• [What to work on]:
Line by line, copy the records below exactly and leave the pictures out.

• [Material supplied]:
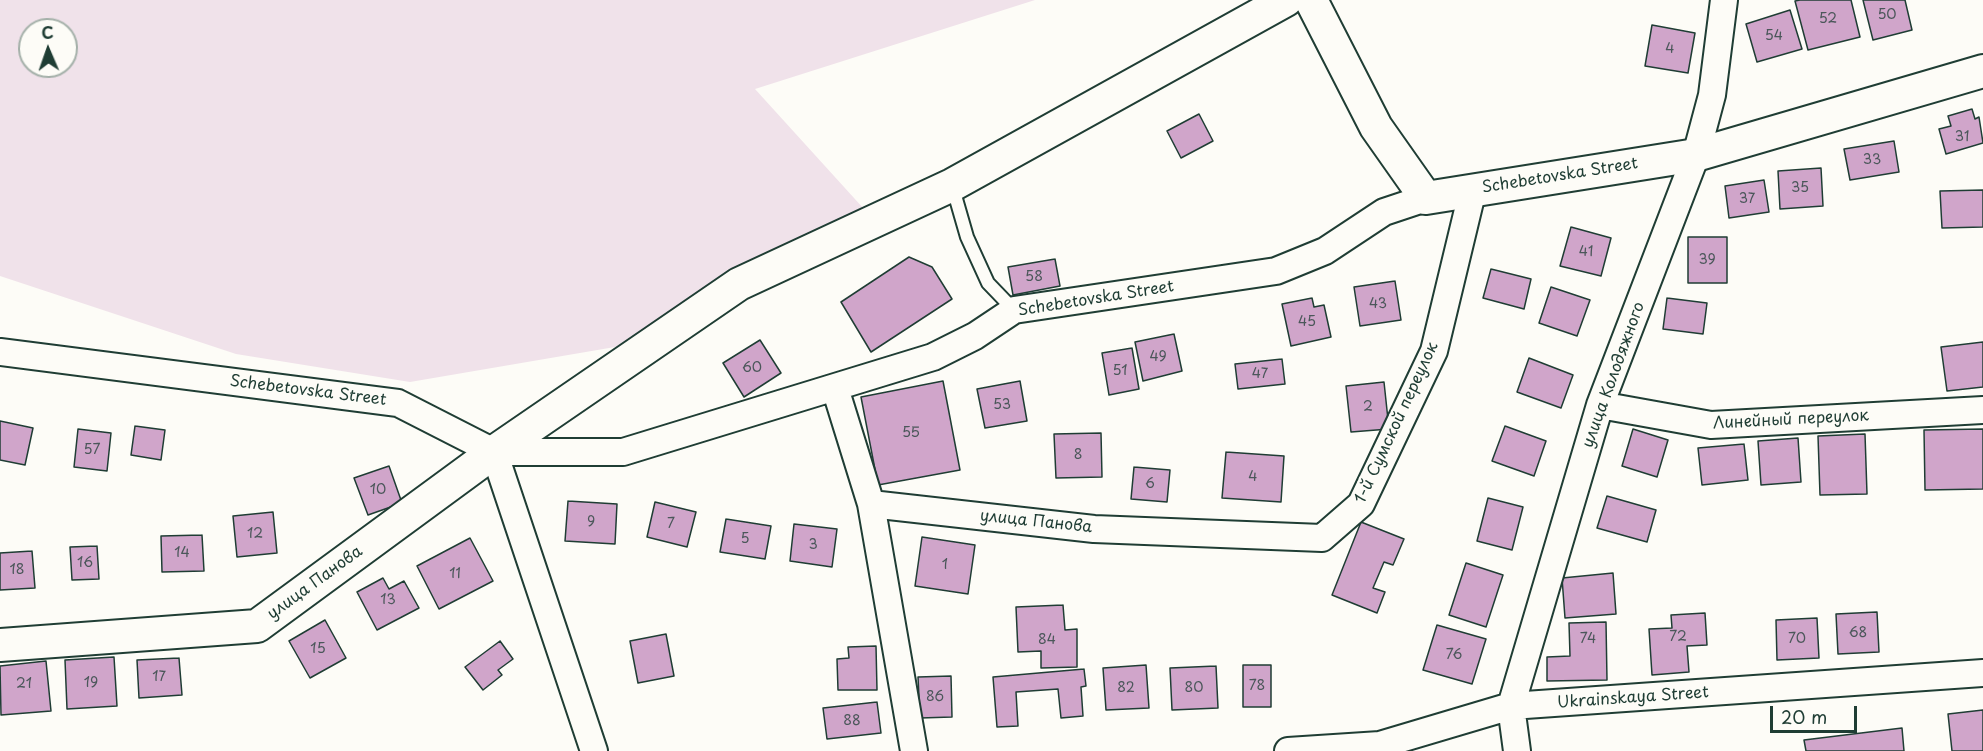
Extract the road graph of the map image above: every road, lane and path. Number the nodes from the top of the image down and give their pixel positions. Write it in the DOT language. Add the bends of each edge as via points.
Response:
graph roads {
  1 [pos="1286,0"];
  2 [pos="1311,0"];
  3 [pos="1724,0"];
  4 [pos="1983,70"];
  5 [pos="1696,155"];
  6 [pos="952,185"];
  7 [pos="1473,189"];
  8 [pos="1426,198"];
  9 [pos="1014,310"];
  10 [pos="0,352"];
  11 [pos="835,388"];
  12 [pos="1600,405"];
  13 [pos="1983,410"];
  14 [pos="494,452"];
  15 [pos="871,504"];
  16 [pos="1322,538"];
  17 [pos="0,645"];
  18 [pos="1983,673"];
  19 [pos="1511,706"];
  20 [pos="1379,748"];
  21 [pos="594,751"];
  22 [pos="914,751"];
  23 [pos="1288,751"];
  24 [pos="1517,751"];
  1 -- 6 [label="street, улица Панова"];
  2 -- 8 [label="street" via="1376,127"];
  3 -- 5 [label="street, улица Колодяжного" via="1712,95"];
  4 -- 5 [label="street, Schebetovska Street"];
  5 -- 7 [label="street, Schebetovska Street"];
  5 -- 12 [label="street, улица Колодяжного"];
  6 -- 9 [label="lane" via="967,237 988,284"];
  6 -- 14 [label="street, улица Панова" via="739,284"];
  7 -- 8 [label="street, Schebetovska Street"];
  7 -- 16 [label="street, 1-й Сумской переулок" via="1434,351 1361,504"];
  8 -- 9 [label="street, Schebetovska Street" via="1384,212 1325,251 1276,270"];
  9 -- 11 [label="street, Schebetovska Street" via="933,357"];
  10 -- 14 [label="street, Schebetovska Street" via="398,403"];
  11 -- 14 [label="street, Schebetovska Street" via="623,452"];
  11 -- 15 [label="street"];
  12 -- 13 [label="street, Линейный переулок" via="1711,425"];
  12 -- 19 [label="street, улица Колодяжного"];
  14 -- 17 [label="street, улица Панова" via="257,626"];
  14 -- 21 [label="street"];
  15 -- 16 [label="street, улица Панова" via="1094,529"];
  15 -- 22 [label="street"];
  18 -- 19 [label="street, Ukrainskaya Street"];
  19 -- 20 [label="street, Ukrainskaya Street"];
  19 -- 24 [label="street, улица Колодяжного"];
  20 -- 23 [label="street, Ukrainskaya Street"];
}
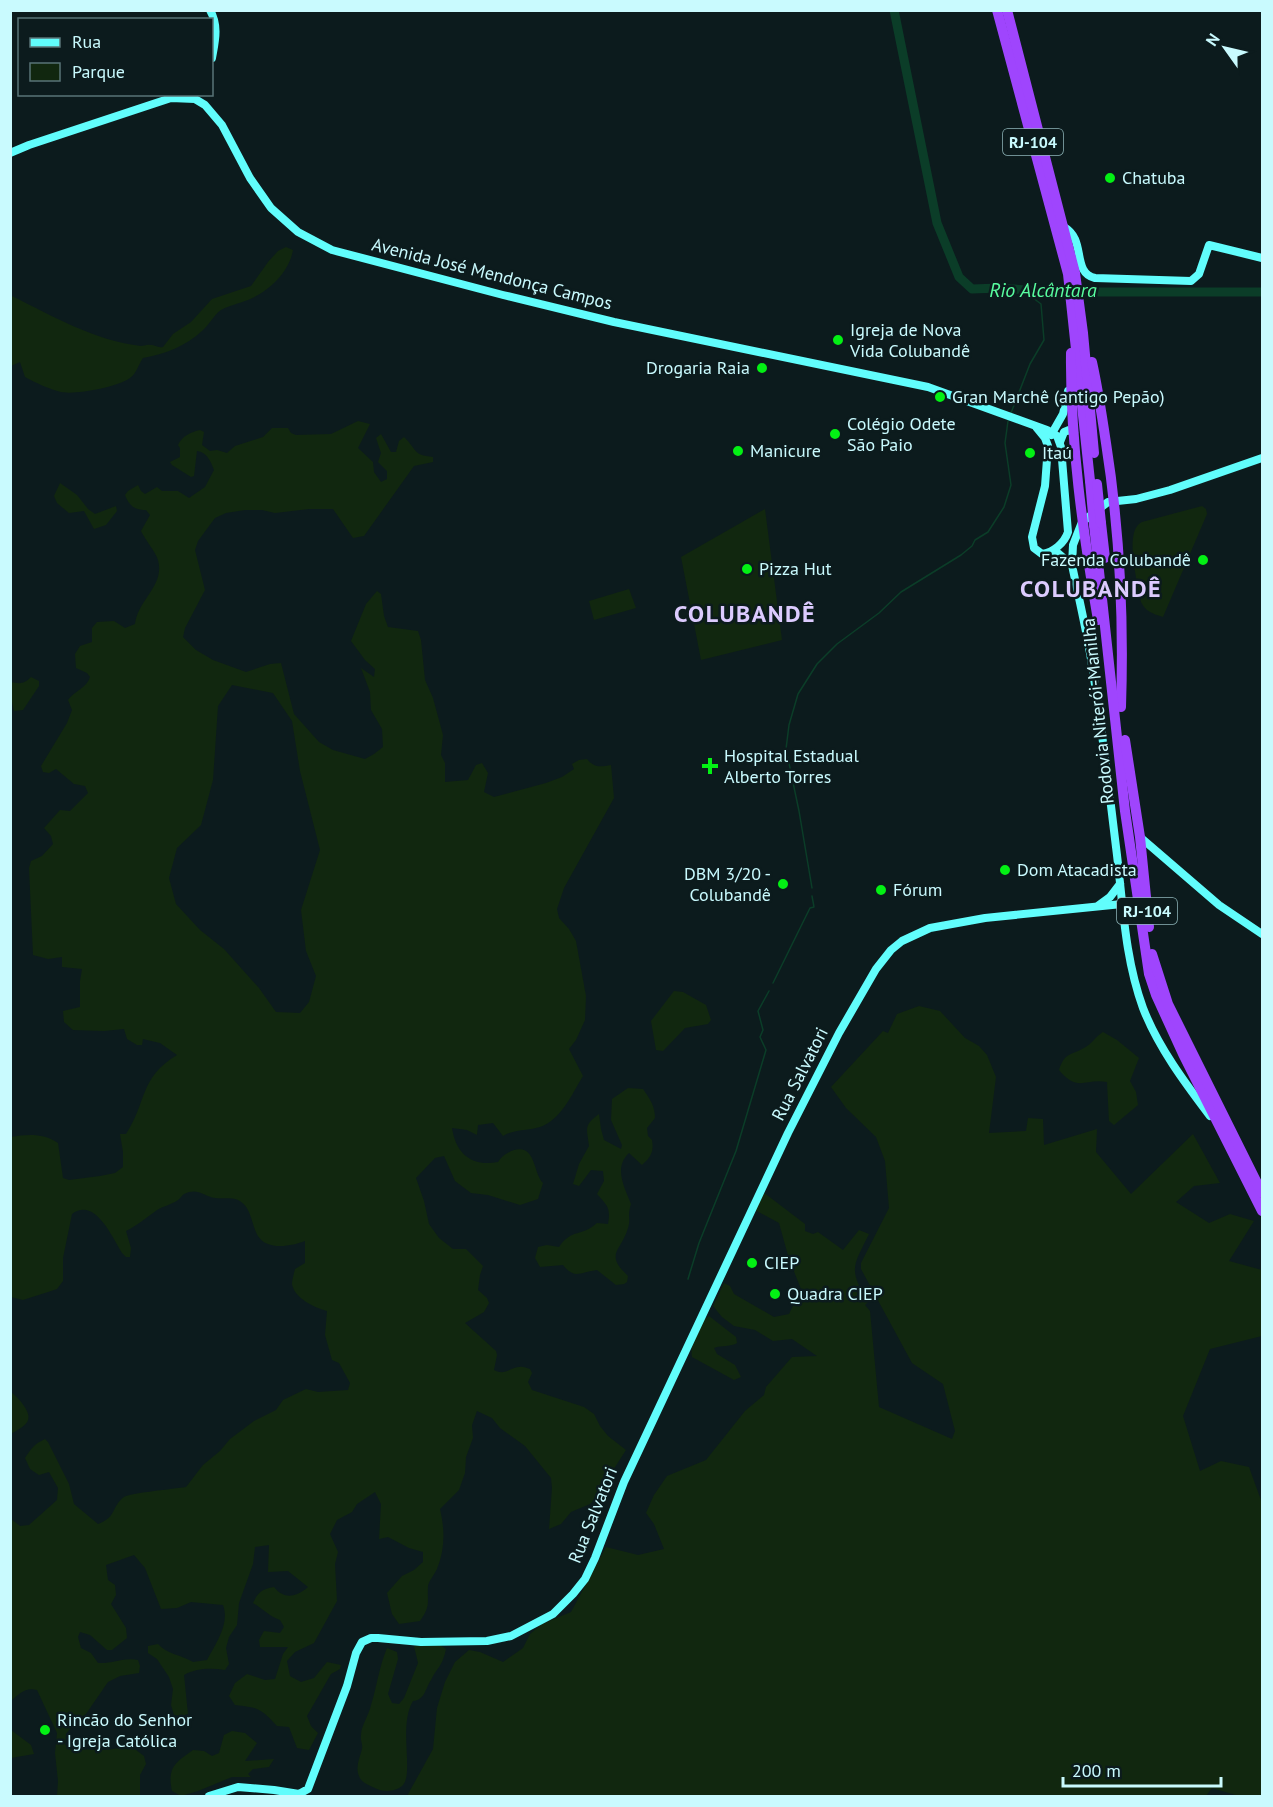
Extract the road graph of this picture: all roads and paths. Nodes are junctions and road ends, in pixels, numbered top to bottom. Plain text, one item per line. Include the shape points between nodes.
1 (210, 10) edge
2 (997, 10) edge
3 (1007, 10) edge
4 (213, 52) edge
5 (200, 98) edge
6 (10, 153) edge
7 (1263, 258) edge
8 (1076, 273) junction
9 (1076, 312) junction
10 (1083, 333) junction
11 (1071, 379) junction
12 (1036, 427) junction
13 (1053, 432) junction
14 (1074, 433) junction
15 (1060, 442) junction
16 (1047, 446) junction
17 (1263, 458) edge
18 (1112, 478) junction
19 (1093, 481) junction
20 (1078, 487) junction
21 (1095, 498) junction
22 (1111, 502) junction
23 (1095, 511) junction
24 (1066, 516) junction
25 (1116, 521) junction
26 (1082, 522) junction
27 (1051, 552) junction
28 (1072, 564) junction
29 (1117, 706) junction
30 (1140, 837) junction
31 (1156, 851) junction
32 (1142, 856) junction
33 (1120, 884) junction
34 (1122, 904) junction
35 (1100, 906) junction
36 (1124, 925) junction
37 (1263, 934) edge
38 (1223, 1133) junction
39 (1263, 1193) edge
40 (1263, 1211) edge
41 (209, 1797) edge

1 - 4 main road via 216,20
2 - 8 highway, Rodovia Niterói-Manilha / RJ-104
3 - 8 highway, Rodovia Niterói-Manilha / RJ-104
5 - 6 main road, Avenida José Mendonça Campos via 171,98
5 - 12 main road, Avenida José Mendonça Campos via 222,125 271,208 298,232 332,250 614,322 928,387
7 - 8 main road via 1209,245 1199,274 1191,280 1095,278
8 - 9 highway, Rodovia Niterói-Manilha / RJ-104
9 - 10 highway, Rodovia Niterói-Manilha / RJ-104
9 - 11 highway
9 - 19 highway, Rodovia Niterói-Manilha / RJ-104
10 - 18 highway via 1098,386
10 - 19 highway, Rodovia Niterói-Manilha / RJ-104
11 - 13 main road via 1063,414
11 - 14 highway
12 - 13 main road, Avenida José Mendonça Campos
12 - 16 main road
13 - 15 main road
13 - 16 main road
14 - 15 main road via 1064,432
14 - 20 highway
15 - 16 main road via 1053,440
15 - 24 main road
16 - 27 main road via 1045,486 1032,537 1039,553
17 - 22 main road via 1170,490
18 - 21 highway via 1105,493
18 - 22 highway
19 - 29 highway, Rodovia Niterói-Manilha / RJ-104, bridge
20 - 21 main road
20 - 26 highway
21 - 22 main road
22 - 23 main road
22 - 25 highway
23 - 25 highway via 1107,513
23 - 26 main road
24 - 26 main road
24 - 27 main road via 1067,535
25 - 29 highway via 1123,632
26 - 28 main road via 1073,545
26 - 29 highway
27 - 28 main road
28 - 33 main road via 1100,716
29 - 30 highway, Rodovia Niterói-Manilha / RJ-104
29 - 38 highway, Rodovia Niterói-Manilha / RJ-104 via 1126,819 1149,974 1168,1023
30 - 31 main road
30 - 32 highway, Rodovia Niterói-Manilha / RJ-104
31 - 32 main road
31 - 37 main road via 1219,905
32 - 39 highway, Rodovia Niterói-Manilha / RJ-104 via 1152,951 1162,987
33 - 34 main road
33 - 35 main road
34 - 35 main road
34 - 36 main road
35 - 36 main road via 1112,910
35 - 41 main road, Rua Salvatori via 985,918 924,930 891,950 876,969 815,1076 624,1482 595,1558 573,1594 553,1614 511,1636 487,1641 371,1638 362,1642 308,1789 298,1794 237,1787
36 - 38 main road via 1130,966 1144,1009 1190,1088
38 - 40 highway, Rodovia Niterói-Manilha / RJ-104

• [Result below]:
Extract the road graph of the map image above: every road, lane and path. Number the nodes from the top of the image down and give their pixel positions. Write it in the DOT language. Add the bends of each edge as via points.
Response:
graph roads {
  1 [pos="1286,0"];
  2 [pos="1311,0"];
  3 [pos="1724,0"];
  4 [pos="1983,70"];
  5 [pos="1696,155"];
  6 [pos="952,185"];
  7 [pos="1473,189"];
  8 [pos="1426,198"];
  9 [pos="1014,310"];
  10 [pos="0,352"];
  11 [pos="835,388"];
  12 [pos="1600,405"];
  13 [pos="1983,410"];
  14 [pos="494,452"];
  15 [pos="871,504"];
  16 [pos="1322,538"];
  17 [pos="0,645"];
  18 [pos="1983,673"];
  19 [pos="1511,706"];
  20 [pos="1379,748"];
  21 [pos="594,751"];
  22 [pos="914,751"];
  23 [pos="1288,751"];
  24 [pos="1517,751"];
  1 -- 6 [label="street, улица Панова"];
  2 -- 8 [label="street" via="1376,127"];
  3 -- 5 [label="street, улица Колодяжного" via="1712,95"];
  4 -- 5 [label="street, Schebetovska Street"];
  5 -- 7 [label="street, Schebetovska Street"];
  5 -- 12 [label="street, улица Колодяжного"];
  6 -- 9 [label="lane" via="967,237 988,284"];
  6 -- 14 [label="street, улица Панова" via="739,284"];
  7 -- 8 [label="street, Schebetovska Street"];
  7 -- 16 [label="street, 1-й Сумской переулок" via="1434,351 1361,504"];
  8 -- 9 [label="street, Schebetovska Street" via="1384,212 1325,251 1276,270"];
  9 -- 11 [label="street, Schebetovska Street" via="933,357"];
  10 -- 14 [label="street, Schebetovska Street" via="398,403"];
  11 -- 14 [label="street, Schebetovska Street" via="623,452"];
  11 -- 15 [label="street"];
  12 -- 13 [label="street, Линейный переулок" via="1711,425"];
  12 -- 19 [label="street, улица Колодяжного"];
  14 -- 17 [label="street, улица Панова" via="257,626"];
  14 -- 21 [label="street"];
  15 -- 16 [label="street, улица Панова" via="1094,529"];
  15 -- 22 [label="street"];
  18 -- 19 [label="street, Ukrainskaya Street"];
  19 -- 20 [label="street, Ukrainskaya Street"];
  19 -- 24 [label="street, улица Колодяжного"];
  20 -- 23 [label="street, Ukrainskaya Street"];
}
Extract the road graph of this picture: all roads and paths. Nodes are junctions and road ends, in pixels, numbered top to bottom. Plain text, one item per line. Include the shape points between nodes.
1 (210, 10) edge
2 (997, 10) edge
3 (1007, 10) edge
4 (213, 52) edge
5 (200, 98) edge
6 (10, 153) edge
7 (1263, 258) edge
8 (1076, 273) junction
9 (1076, 312) junction
10 (1083, 333) junction
11 (1071, 379) junction
12 (1036, 427) junction
13 (1053, 432) junction
14 (1074, 433) junction
15 (1060, 442) junction
16 (1047, 446) junction
17 (1263, 458) edge
18 (1112, 478) junction
19 (1093, 481) junction
20 (1078, 487) junction
21 (1095, 498) junction
22 (1111, 502) junction
23 (1095, 511) junction
24 (1066, 516) junction
25 (1116, 521) junction
26 (1082, 522) junction
27 (1051, 552) junction
28 (1072, 564) junction
29 (1117, 706) junction
30 (1140, 837) junction
31 (1156, 851) junction
32 (1142, 856) junction
33 (1120, 884) junction
34 (1122, 904) junction
35 (1100, 906) junction
36 (1124, 925) junction
37 (1263, 934) edge
38 (1223, 1133) junction
39 (1263, 1193) edge
40 (1263, 1211) edge
41 (209, 1797) edge

1 - 4 main road via 216,20
2 - 8 highway, Rodovia Niterói-Manilha / RJ-104
3 - 8 highway, Rodovia Niterói-Manilha / RJ-104
5 - 6 main road, Avenida José Mendonça Campos via 171,98
5 - 12 main road, Avenida José Mendonça Campos via 222,125 271,208 298,232 332,250 614,322 928,387
7 - 8 main road via 1209,245 1199,274 1191,280 1095,278
8 - 9 highway, Rodovia Niterói-Manilha / RJ-104
9 - 10 highway, Rodovia Niterói-Manilha / RJ-104
9 - 11 highway
9 - 19 highway, Rodovia Niterói-Manilha / RJ-104
10 - 18 highway via 1098,386
10 - 19 highway, Rodovia Niterói-Manilha / RJ-104
11 - 13 main road via 1063,414
11 - 14 highway
12 - 13 main road, Avenida José Mendonça Campos
12 - 16 main road
13 - 15 main road
13 - 16 main road
14 - 15 main road via 1064,432
14 - 20 highway
15 - 16 main road via 1053,440
15 - 24 main road
16 - 27 main road via 1045,486 1032,537 1039,553
17 - 22 main road via 1170,490
18 - 21 highway via 1105,493
18 - 22 highway
19 - 29 highway, Rodovia Niterói-Manilha / RJ-104, bridge
20 - 21 main road
20 - 26 highway
21 - 22 main road
22 - 23 main road
22 - 25 highway
23 - 25 highway via 1107,513
23 - 26 main road
24 - 26 main road
24 - 27 main road via 1067,535
25 - 29 highway via 1123,632
26 - 28 main road via 1073,545
26 - 29 highway
27 - 28 main road
28 - 33 main road via 1100,716
29 - 30 highway, Rodovia Niterói-Manilha / RJ-104
29 - 38 highway, Rodovia Niterói-Manilha / RJ-104 via 1126,819 1149,974 1168,1023
30 - 31 main road
30 - 32 highway, Rodovia Niterói-Manilha / RJ-104
31 - 32 main road
31 - 37 main road via 1219,905
32 - 39 highway, Rodovia Niterói-Manilha / RJ-104 via 1152,951 1162,987
33 - 34 main road
33 - 35 main road
34 - 35 main road
34 - 36 main road
35 - 36 main road via 1112,910
35 - 41 main road, Rua Salvatori via 985,918 924,930 891,950 876,969 815,1076 624,1482 595,1558 573,1594 553,1614 511,1636 487,1641 371,1638 362,1642 308,1789 298,1794 237,1787
36 - 38 main road via 1130,966 1144,1009 1190,1088
38 - 40 highway, Rodovia Niterói-Manilha / RJ-104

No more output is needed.